The 10 Biggest Cloud Outages Of 2025 (So Far)
Outages with Google Cloud, Microsoft 365 and SentinelOne were among the biggest disruptors for channel partners so far this year.
Configuration changes. Software updates. Cyberattacks.
These are just some of the causes of the biggest cloud outages the channel has experienced so far this year, hitting tech giants including Microsoft and Google, plus channel-specific companies such as Conduent and Ingram Micro.
Some initial data on 2025 outages appears to show that IT workers have more on their plate this year compared to 2024. Global network outages experienced modest growth from April to May, increasing 2 percent to 1,843 incidents, according to a June report by Cisco’s ThousandEyes division.
[RELATED: The 10 Hottest Cloud Computing Startups Of 2025 (So Far)]
2025 Cloud Outages
In 2024, the April-to-May increase was more significant but with a lower volume of incidents–rising 20 percent to 822 outages. The prior year saw an even more dramatic seasonal surge of 27 percent to 1,304 incidents, according to ThousandEyes.
Still, the muted growth in 2025 led ThousandEyes to suggest “either improved global network stability or more effective seasonal planning.”
Read on for more information on some of the biggest cloud outages the channel has seen so far in 2025. And see some of CRN’s other looks at 2025 so far, including lists of the hottest collaboration tools, data storage startups and AI tools.
January Conduent Outage
Conduent–No. 29 on CRN’s 2025 Solution Provider 500–had a rough start to the year with a major service outage caused by a cyberattack.
Florham Park, N.J.-based Conduent—whose systems are used to enable government services such as child support payments and food assistance—saw an outage that affected some support payments and benefits in the U.S.
On a quarterly earnings call Conduent held in May, CFO Giles Goodburn told analysts the company incurred “$3 million and accrued $22 million of non-recurring expenses in the first quarter related to the event based on potential notification requirements,” but that amount was not a “material financial impact to our operations,” according to a call transcript.
CEO Cliff Skelton told analysts the company saw “virtually no operational impact” from the event and was “in some cases, only down for a couple of hours.” A regulatory filing Conduent made in April, however, said that in some cases, affected systems weren’t restored to normal operations for days.
The company was examining how many exfiltrated records, if any, contain protected data. “That's a very complex process that we're underway with now with our clients,” he said, according to the transcript. “And so, yes, the event is behind us. All the aspects of what happened is behind us. All the protections and the vulnerabilities, if there were any, were mitigated.”
February Asana Outages
Asana, an enterprise work management platform vendor that launched a new partner program earlier this year, saw twin outages Feb. 5 and Feb. 6.

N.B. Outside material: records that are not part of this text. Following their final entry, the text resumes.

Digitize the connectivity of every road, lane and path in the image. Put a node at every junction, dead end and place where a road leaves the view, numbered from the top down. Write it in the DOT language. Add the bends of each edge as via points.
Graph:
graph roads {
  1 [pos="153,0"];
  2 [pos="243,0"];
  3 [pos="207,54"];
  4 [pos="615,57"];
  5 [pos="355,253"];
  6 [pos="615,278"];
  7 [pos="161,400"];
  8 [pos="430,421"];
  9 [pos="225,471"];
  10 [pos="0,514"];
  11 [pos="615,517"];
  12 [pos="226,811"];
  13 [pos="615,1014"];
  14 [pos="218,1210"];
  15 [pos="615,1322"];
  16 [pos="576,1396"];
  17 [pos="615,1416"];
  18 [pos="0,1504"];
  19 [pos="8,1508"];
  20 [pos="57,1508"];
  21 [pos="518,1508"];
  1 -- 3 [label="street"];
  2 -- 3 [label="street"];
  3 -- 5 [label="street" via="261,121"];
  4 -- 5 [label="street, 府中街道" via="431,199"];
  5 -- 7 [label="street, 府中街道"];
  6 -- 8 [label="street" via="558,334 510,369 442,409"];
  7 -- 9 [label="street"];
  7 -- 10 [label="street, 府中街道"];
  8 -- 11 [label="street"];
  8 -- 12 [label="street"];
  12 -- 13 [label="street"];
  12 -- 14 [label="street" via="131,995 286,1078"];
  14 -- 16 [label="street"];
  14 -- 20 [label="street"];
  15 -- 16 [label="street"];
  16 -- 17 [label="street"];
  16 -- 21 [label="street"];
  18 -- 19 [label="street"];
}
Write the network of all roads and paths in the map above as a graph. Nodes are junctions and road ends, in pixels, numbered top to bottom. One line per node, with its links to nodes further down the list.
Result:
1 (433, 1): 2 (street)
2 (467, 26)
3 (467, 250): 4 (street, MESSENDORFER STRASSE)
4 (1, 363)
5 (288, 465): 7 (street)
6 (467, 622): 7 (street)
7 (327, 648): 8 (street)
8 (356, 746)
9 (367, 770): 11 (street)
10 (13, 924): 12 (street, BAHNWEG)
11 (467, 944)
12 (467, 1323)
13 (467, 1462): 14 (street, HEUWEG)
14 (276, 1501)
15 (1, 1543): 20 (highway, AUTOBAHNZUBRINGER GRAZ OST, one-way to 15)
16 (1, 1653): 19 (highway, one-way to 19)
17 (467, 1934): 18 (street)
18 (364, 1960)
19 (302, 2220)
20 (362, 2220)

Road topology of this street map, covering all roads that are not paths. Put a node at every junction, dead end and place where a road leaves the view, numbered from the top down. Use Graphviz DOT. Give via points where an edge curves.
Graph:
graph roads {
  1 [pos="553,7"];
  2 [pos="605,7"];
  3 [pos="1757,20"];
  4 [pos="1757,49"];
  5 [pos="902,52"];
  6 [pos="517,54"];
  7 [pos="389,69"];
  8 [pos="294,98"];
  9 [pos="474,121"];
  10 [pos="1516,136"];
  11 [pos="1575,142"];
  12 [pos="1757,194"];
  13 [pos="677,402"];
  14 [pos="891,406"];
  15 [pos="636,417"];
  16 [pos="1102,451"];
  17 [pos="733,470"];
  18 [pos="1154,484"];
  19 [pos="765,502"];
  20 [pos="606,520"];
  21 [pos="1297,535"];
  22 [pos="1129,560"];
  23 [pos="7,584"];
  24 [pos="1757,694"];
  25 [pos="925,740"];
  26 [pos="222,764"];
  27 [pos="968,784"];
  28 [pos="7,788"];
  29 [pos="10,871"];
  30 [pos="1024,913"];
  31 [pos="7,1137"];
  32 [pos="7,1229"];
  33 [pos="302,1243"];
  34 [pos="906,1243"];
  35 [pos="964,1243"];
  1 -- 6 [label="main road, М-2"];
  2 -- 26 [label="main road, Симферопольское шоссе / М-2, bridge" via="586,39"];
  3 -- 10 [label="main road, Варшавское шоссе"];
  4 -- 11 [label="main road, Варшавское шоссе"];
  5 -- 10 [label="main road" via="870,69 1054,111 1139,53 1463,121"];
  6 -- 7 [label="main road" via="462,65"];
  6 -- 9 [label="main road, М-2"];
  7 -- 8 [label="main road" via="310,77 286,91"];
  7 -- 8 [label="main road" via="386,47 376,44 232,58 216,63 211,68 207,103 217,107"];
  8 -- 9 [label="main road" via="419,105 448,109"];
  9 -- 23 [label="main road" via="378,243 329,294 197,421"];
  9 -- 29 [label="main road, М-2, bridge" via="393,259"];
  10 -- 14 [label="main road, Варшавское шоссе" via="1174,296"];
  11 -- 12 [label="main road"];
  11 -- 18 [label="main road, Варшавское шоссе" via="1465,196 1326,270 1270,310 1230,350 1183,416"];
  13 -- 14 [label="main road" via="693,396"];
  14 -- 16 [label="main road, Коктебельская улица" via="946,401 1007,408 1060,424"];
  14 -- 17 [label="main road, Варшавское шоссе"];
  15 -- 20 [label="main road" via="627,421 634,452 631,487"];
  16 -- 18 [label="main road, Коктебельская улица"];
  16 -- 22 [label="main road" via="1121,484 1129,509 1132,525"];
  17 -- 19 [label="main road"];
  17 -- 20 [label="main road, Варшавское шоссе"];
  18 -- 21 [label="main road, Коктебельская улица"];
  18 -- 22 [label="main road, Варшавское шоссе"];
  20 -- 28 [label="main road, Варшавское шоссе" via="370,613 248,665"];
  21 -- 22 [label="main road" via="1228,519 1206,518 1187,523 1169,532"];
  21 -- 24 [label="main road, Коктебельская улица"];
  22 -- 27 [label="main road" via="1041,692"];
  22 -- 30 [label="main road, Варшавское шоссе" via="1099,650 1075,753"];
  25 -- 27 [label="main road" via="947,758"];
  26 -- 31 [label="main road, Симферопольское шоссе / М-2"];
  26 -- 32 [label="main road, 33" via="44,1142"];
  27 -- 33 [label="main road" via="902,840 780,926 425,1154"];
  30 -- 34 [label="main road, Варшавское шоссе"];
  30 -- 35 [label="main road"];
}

First, at 21:05 UTC Feb. 5, “a configuration change caused a large increase in server logs, overloading logging infrastructure and causing server restarts,” according to the company’s report on the incident.
Other servers overloaded and failures cascaded. Asana reverted the configuration change and the application recovered by around 21:30 UTC. The company said it “emoved the source of logs which resulted in overload, and are improving monitoring and resilience of the system which triggered failure.”
At 15:37 UTC the next day, a configuration change caused servers to crash and complete downtime for 20 minutes, according to an Asana report. The company achieved full recovery at 16:30 UTC after rolling back the configuration. To prevent a repeat of the incident, the vendor updated “networking components to avoid this form of cascade failure” and moved “to staged configuration rollouts to identify this class of issue without causing downtime for customer traffic.”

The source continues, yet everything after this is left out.